Directions for this task >>
Copy the lines below that contain "street".

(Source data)
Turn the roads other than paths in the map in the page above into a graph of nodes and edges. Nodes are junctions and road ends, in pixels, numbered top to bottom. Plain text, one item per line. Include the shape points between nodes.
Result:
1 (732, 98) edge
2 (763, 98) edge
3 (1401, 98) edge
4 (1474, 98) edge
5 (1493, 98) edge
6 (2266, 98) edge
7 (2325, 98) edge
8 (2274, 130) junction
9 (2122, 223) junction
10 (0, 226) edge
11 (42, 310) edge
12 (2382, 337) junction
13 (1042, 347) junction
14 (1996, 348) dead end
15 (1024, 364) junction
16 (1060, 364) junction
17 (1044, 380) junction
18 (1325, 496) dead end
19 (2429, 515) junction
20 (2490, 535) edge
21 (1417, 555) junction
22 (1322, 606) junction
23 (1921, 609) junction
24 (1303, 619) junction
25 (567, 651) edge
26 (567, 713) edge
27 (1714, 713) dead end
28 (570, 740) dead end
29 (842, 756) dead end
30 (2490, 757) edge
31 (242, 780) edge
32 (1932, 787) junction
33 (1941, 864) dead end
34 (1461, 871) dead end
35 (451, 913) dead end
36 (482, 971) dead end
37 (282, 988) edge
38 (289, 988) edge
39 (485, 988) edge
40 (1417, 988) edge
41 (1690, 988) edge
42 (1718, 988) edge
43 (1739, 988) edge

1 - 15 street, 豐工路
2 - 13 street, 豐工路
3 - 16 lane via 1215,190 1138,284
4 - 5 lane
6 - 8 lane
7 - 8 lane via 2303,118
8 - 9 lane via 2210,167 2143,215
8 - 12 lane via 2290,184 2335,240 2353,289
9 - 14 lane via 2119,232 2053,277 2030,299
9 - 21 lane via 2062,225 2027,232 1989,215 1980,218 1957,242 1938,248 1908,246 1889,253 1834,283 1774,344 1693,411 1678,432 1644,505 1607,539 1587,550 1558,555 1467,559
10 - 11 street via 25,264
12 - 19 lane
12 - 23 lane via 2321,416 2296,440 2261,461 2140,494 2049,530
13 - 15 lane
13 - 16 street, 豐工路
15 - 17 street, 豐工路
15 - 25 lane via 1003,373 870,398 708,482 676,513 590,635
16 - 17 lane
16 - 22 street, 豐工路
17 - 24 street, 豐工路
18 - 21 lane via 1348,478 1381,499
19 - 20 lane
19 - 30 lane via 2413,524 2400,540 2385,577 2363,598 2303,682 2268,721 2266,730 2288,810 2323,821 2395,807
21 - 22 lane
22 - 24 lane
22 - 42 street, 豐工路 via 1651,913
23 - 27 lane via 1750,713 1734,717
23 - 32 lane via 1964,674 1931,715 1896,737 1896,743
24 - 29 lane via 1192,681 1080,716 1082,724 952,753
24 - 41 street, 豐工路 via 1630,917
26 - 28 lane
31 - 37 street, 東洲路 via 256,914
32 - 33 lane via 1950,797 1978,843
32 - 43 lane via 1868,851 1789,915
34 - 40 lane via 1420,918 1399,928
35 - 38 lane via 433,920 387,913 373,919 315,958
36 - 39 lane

Answer below >>
1 - 15 street, 豐工路
2 - 13 street, 豐工路
10 - 11 street via 25,264
13 - 16 street, 豐工路
15 - 17 street, 豐工路
16 - 22 street, 豐工路
17 - 24 street, 豐工路
22 - 42 street, 豐工路 via 1651,913
24 - 41 street, 豐工路 via 1630,917
31 - 37 street, 東洲路 via 256,914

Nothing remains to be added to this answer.